Dataset entries
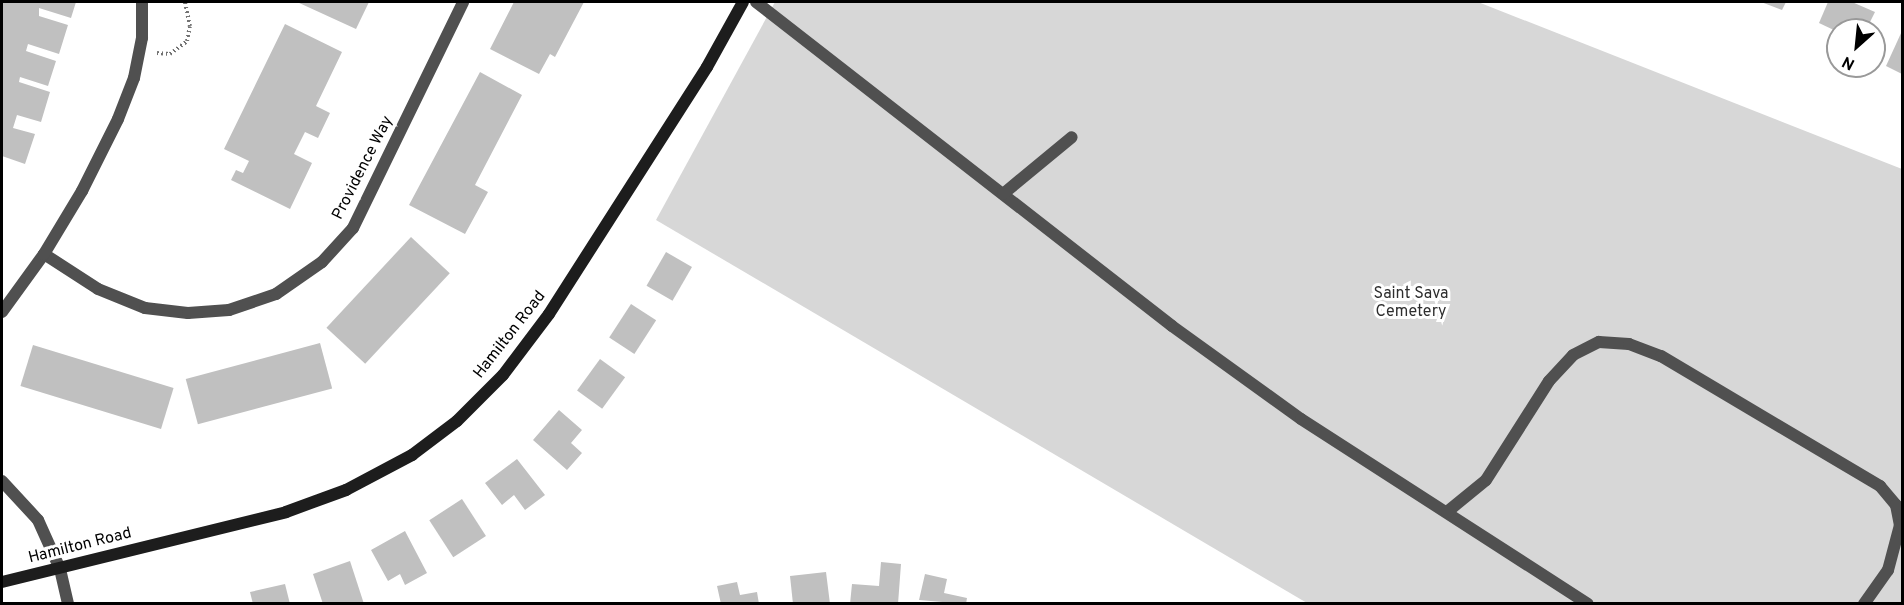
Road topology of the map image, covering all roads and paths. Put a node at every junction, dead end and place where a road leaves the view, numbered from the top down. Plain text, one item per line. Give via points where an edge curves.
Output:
1 (142, 2) edge
2 (185, 2) edge
3 (463, 2) edge
4 (742, 2) edge
5 (756, 2) edge
6 (140, 52) junction
7 (1072, 137) dead end
8 (1003, 194) junction
9 (44, 254) junction
10 (2, 312) edge
11 (2, 481) edge
12 (1447, 512) junction
13 (60, 569) junction
14 (2, 582) edge
15 (68, 603) edge
16 (1588, 603) edge
17 (1864, 603) edge

1 - 6 street
2 - 6 path via 190,26 187,40 170,54
3 - 9 street, Providence Way via 353,228 322,262 276,294 229,310 188,313 145,308 98,290
4 - 13 street, Hamilton Road via 707,67 549,314 503,375 457,421 411,455 345,490 286,512
5 - 8 street
6 - 9 street via 118,119
7 - 8 street
8 - 12 street via 1172,326 1301,419
9 - 10 street
11 - 13 street via 38,520
12 - 16 street
12 - 17 street via 1486,480 1550,381 1573,355 1599,342 1629,344 1661,356 1880,486 1896,505 1900,525 1888,570
13 - 14 street, Hamilton Road
13 - 15 street

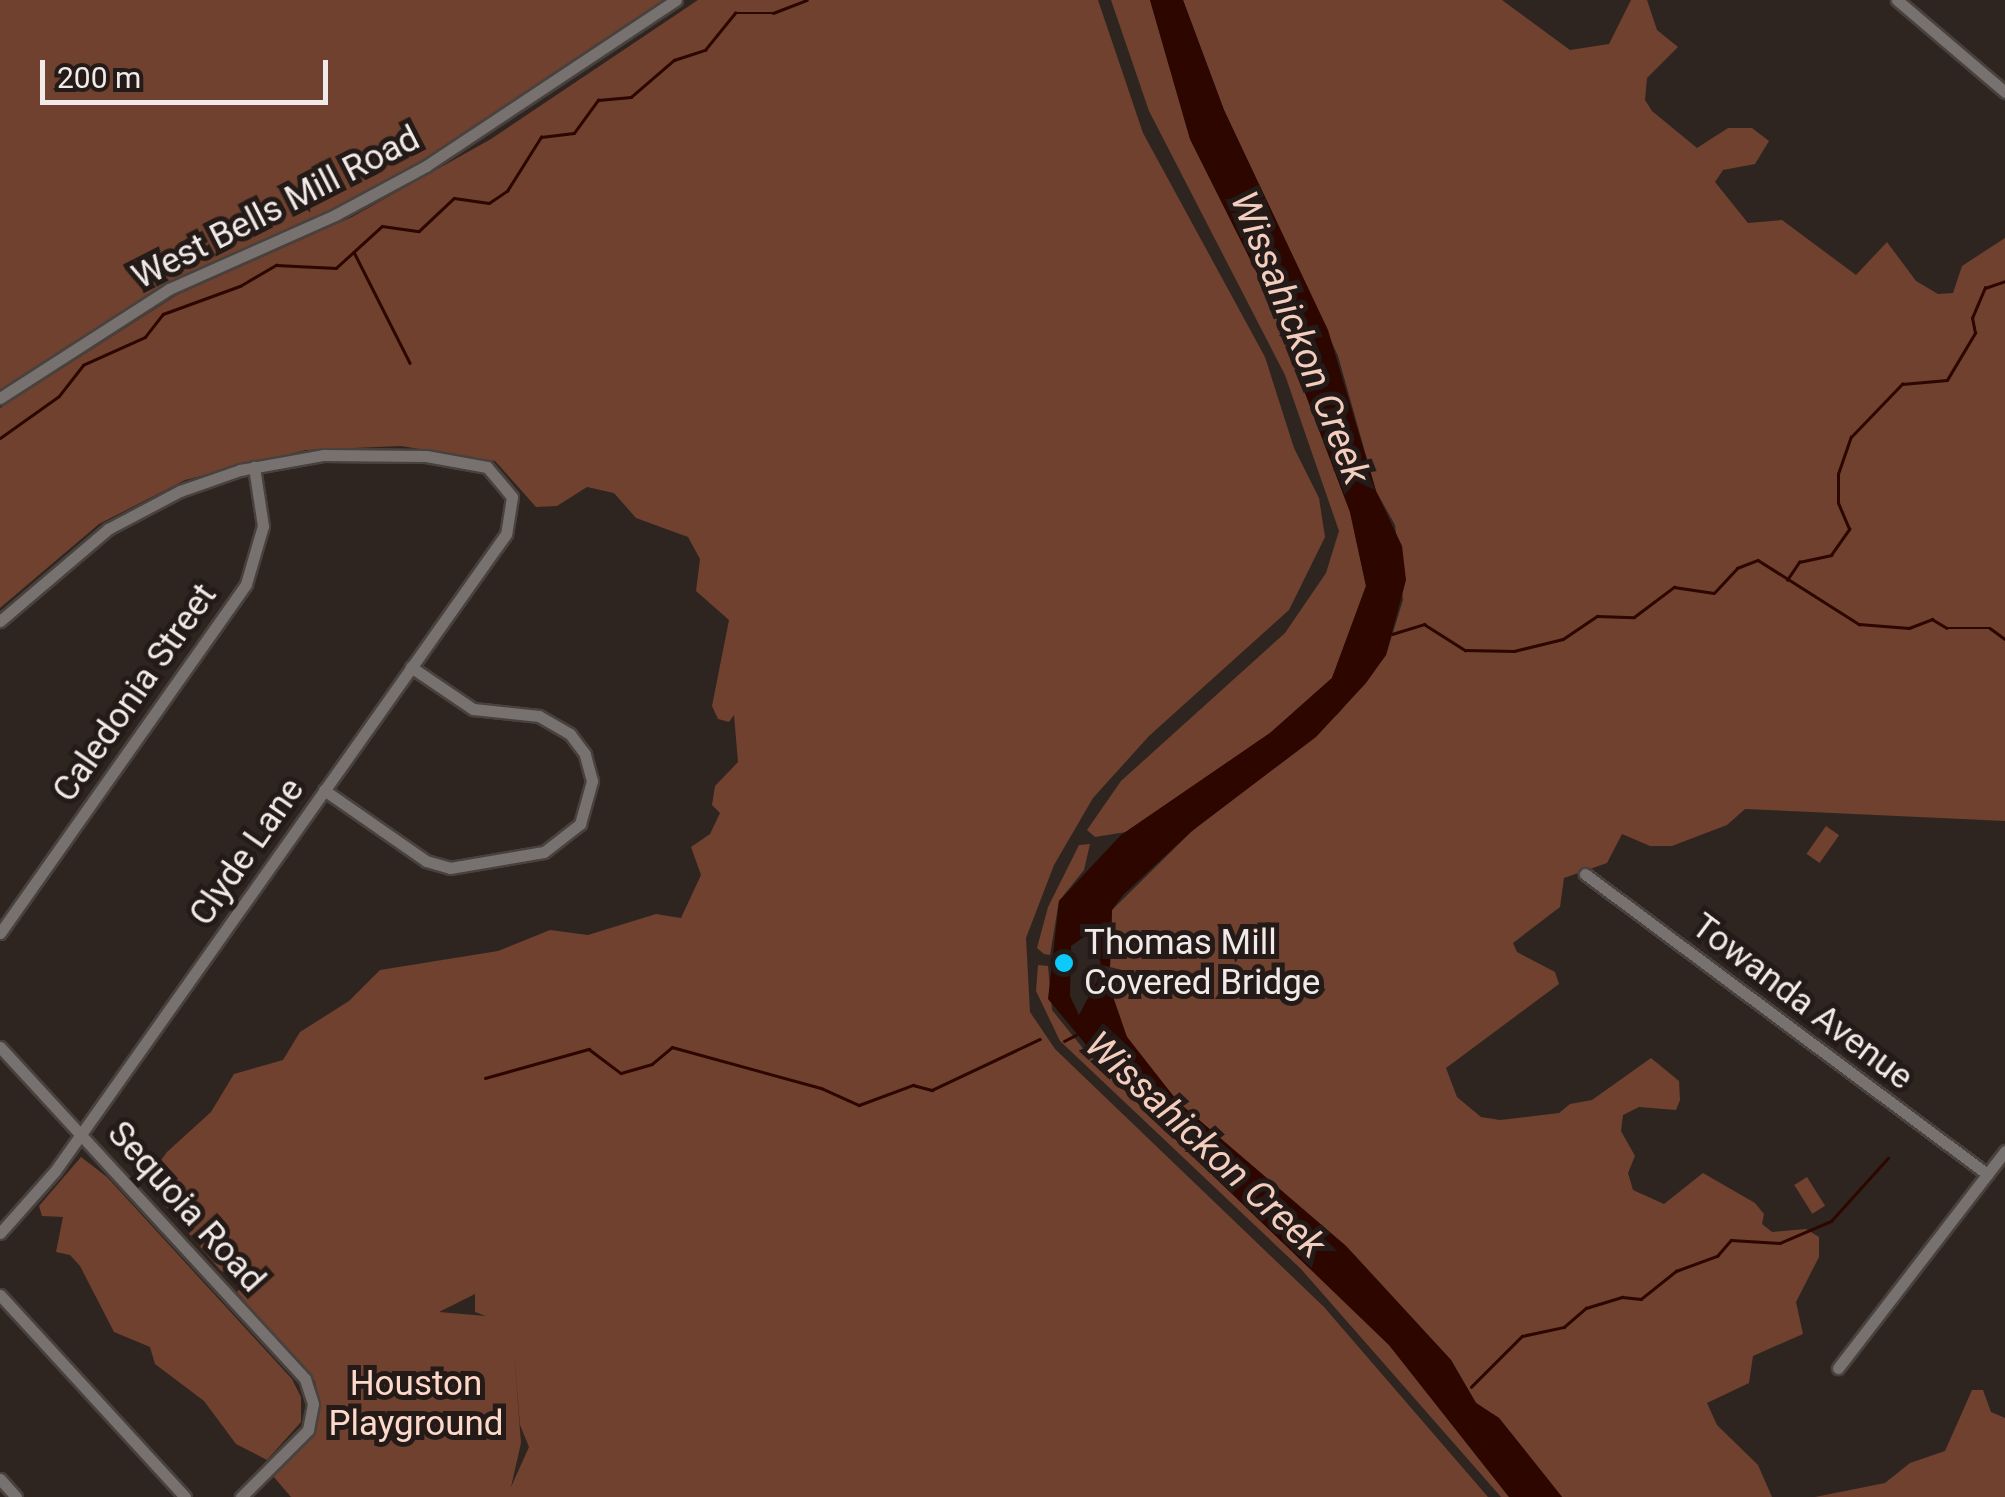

WHAT IS EXPECTED
Produce an exact copy of every line above, with the images left out.

OUTPUT OF THE EXERCISE
Road topology of the map image, covering all roads and paths. Put a node at every junction, dead end and place where a road leaves the view, numbered from the top down. Plain text, one item per line. Give via points where an edge curves.
Output:
1 (142, 2) edge
2 (185, 2) edge
3 (463, 2) edge
4 (742, 2) edge
5 (756, 2) edge
6 (140, 52) junction
7 (1072, 137) dead end
8 (1003, 194) junction
9 (44, 254) junction
10 (2, 312) edge
11 (2, 481) edge
12 (1447, 512) junction
13 (60, 569) junction
14 (2, 582) edge
15 (68, 603) edge
16 (1588, 603) edge
17 (1864, 603) edge

1 - 6 street
2 - 6 path via 190,26 187,40 170,54
3 - 9 street, Providence Way via 353,228 322,262 276,294 229,310 188,313 145,308 98,290
4 - 13 street, Hamilton Road via 707,67 549,314 503,375 457,421 411,455 345,490 286,512
5 - 8 street
6 - 9 street via 118,119
7 - 8 street
8 - 12 street via 1172,326 1301,419
9 - 10 street
11 - 13 street via 38,520
12 - 16 street
12 - 17 street via 1486,480 1550,381 1573,355 1599,342 1629,344 1661,356 1880,486 1896,505 1900,525 1888,570
13 - 14 street, Hamilton Road
13 - 15 street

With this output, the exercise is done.